Coloured lithography "Encampment of the Piekann Indians"
Description
Genre picture: figural groups, lots of tipis in vast landscape, printed: “Ch. Bodmer pina. at nat” - “Imp. de Bougeard” - “Beyer & Hürlimann sc.”, picture title (ger./fr./engl.), passepartout in green linen, glazed/framed, m: 47 cm x 35,5 cm/64 cm x 53,5 cm (frame), slightly dam., paper slightly wavy.
By Beyer and Hürlimann after a watercolour/aquatinta by Karl Bodmer, in: M. zu Wied-Neuwied, “Reise in das Innere Nord-America, 1839-41.

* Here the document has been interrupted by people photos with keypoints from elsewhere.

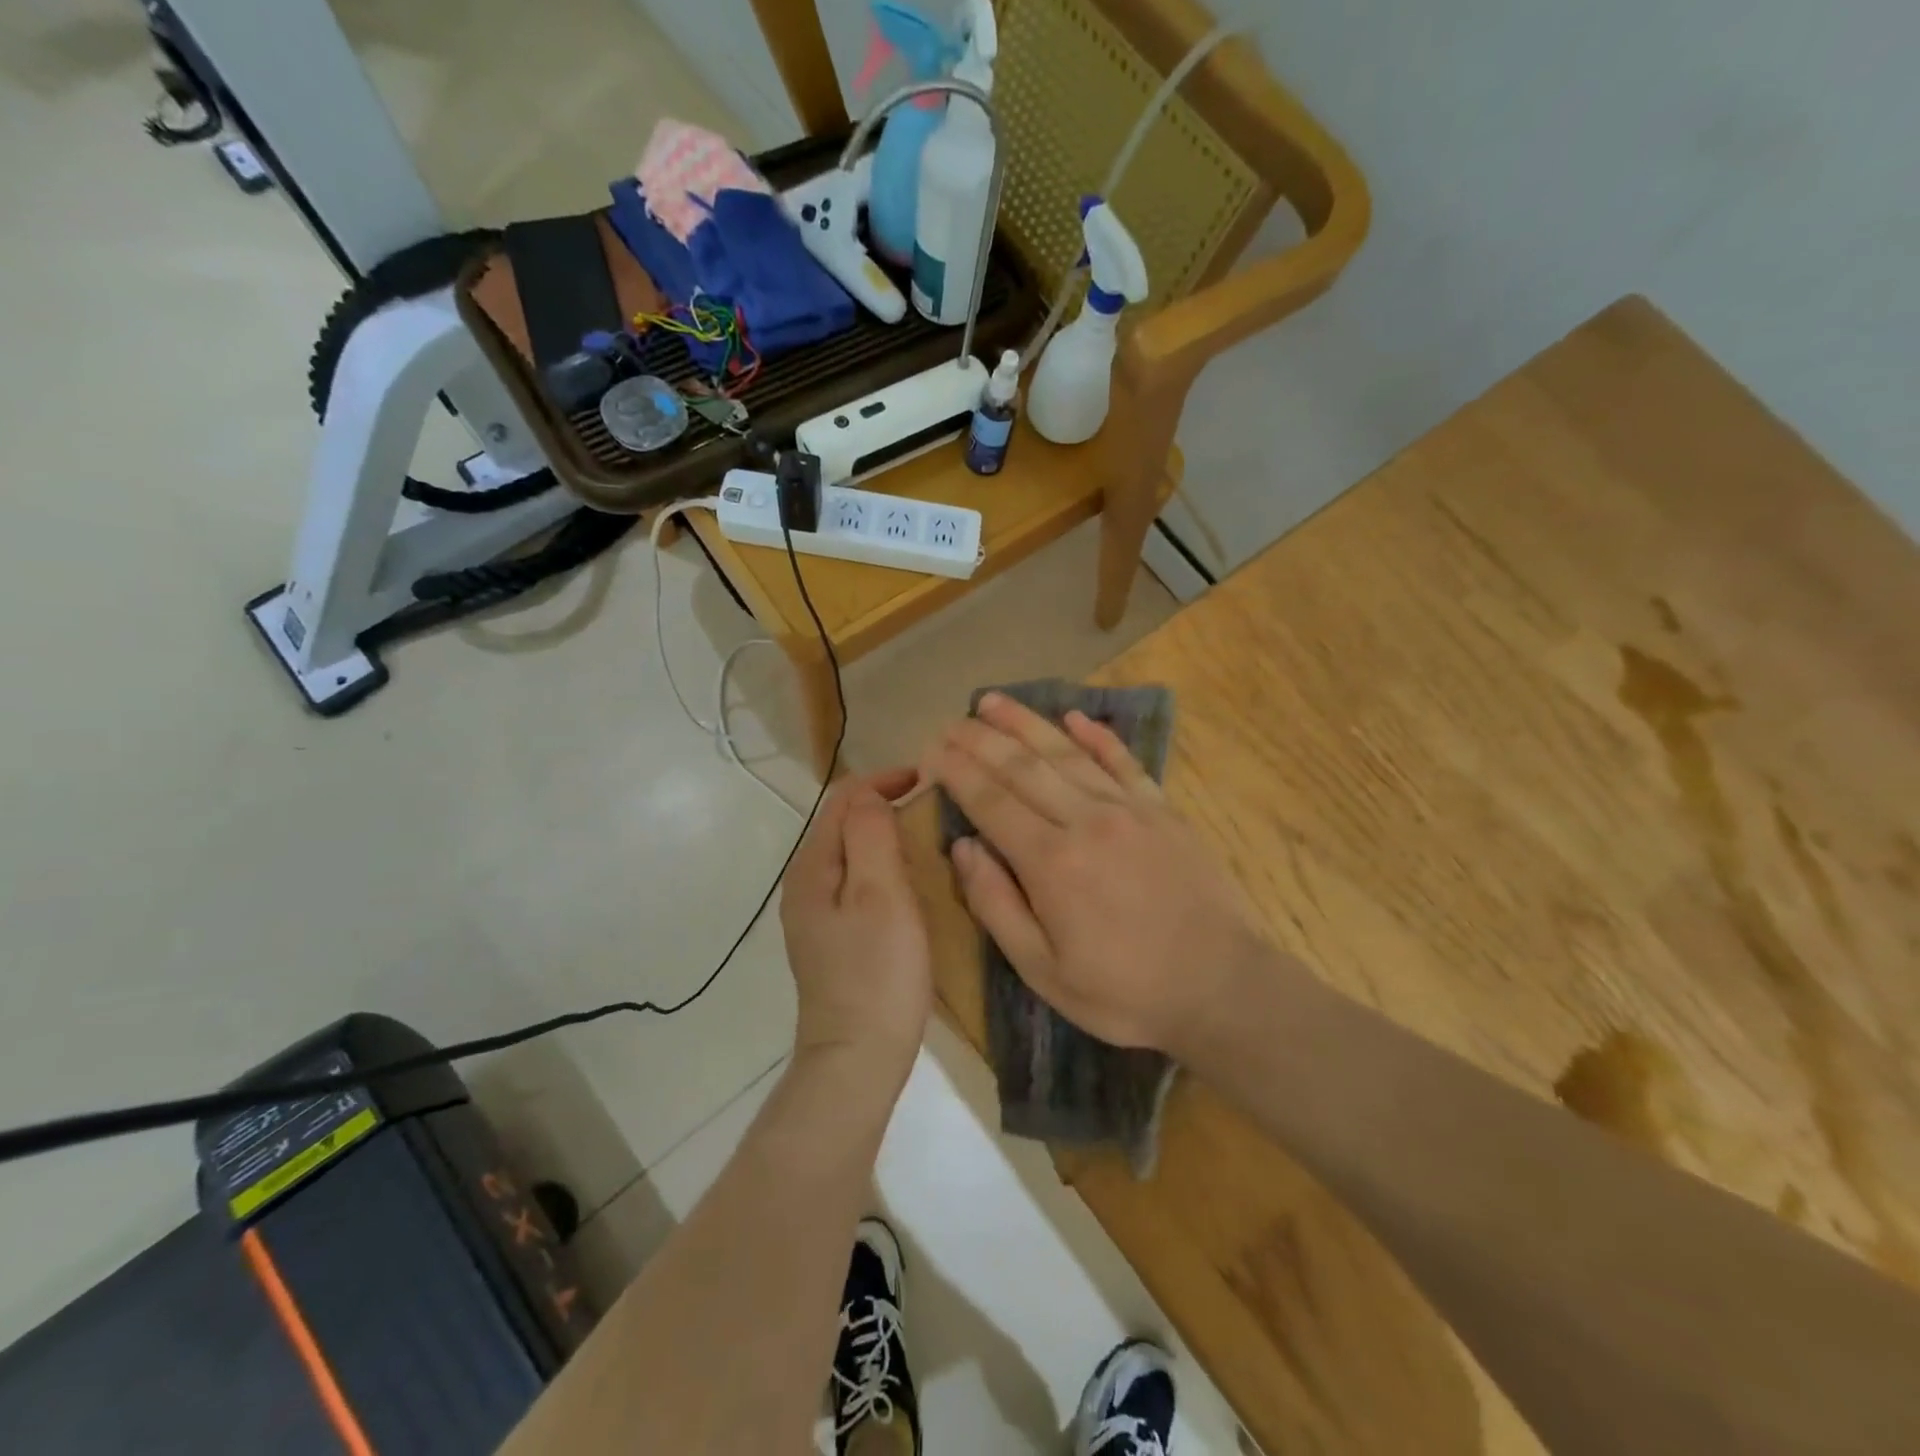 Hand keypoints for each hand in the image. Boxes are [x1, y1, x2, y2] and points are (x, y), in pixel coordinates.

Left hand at [779, 768, 932, 1079]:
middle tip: (931, 805)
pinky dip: (881, 867)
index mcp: (812, 868)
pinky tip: (908, 882)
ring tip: (925, 836)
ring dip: (883, 835)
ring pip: (850, 854)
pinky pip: (855, 882)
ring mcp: (815, 915)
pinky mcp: (832, 939)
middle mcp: (805, 885)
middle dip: (882, 804)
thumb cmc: (877, 973)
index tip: (926, 779)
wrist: (857, 1058)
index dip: (882, 780)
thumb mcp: (881, 895)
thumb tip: (870, 796)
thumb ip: (871, 835)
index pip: (842, 800)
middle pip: (842, 824)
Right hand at [928, 694, 1272, 1057]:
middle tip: (951, 721)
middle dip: (981, 739)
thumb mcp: (1043, 970)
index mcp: (1051, 861)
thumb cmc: (1124, 991)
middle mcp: (1086, 819)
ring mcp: (1129, 809)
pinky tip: (1075, 717)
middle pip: (1023, 766)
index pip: (991, 801)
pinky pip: (1124, 762)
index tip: (932, 750)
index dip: (958, 772)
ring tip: (994, 701)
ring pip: (1067, 753)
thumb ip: (996, 905)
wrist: (1222, 987)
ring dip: (1026, 723)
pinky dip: (1097, 736)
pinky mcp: (1163, 810)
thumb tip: (963, 847)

The Swiss artist Karl Bodmer (1809-1893) was a painter, illustrator, lithographer, graphic artist and etcher. From 1832 to 1834 he accompanied the explorer Prince Maximilian zu Wied-Neuwied on his expedition to the banks of the Missouri in North America. He brought back to Germany more than 400 detailed sketches and watercolours of Indians, plants, animals and landscapes. From the selected works, renowned engravers in Paris, Zurich and London produced steel and copper plates, which exactly reproduced his watercolours and were published in the well-known work “Reise in das Innere Nord-America” from 1837 onwards. They show the Wild West of the 19th century as it really was. Today, Bodmer’s pictures and the travelogues of Maximilian zu Wied-Neuwied are amongst the most important documents about the lost Indian cultures of the Great Plains on the Missouri River. The possibility that his pictures influenced Karl May is tempting, but not proven.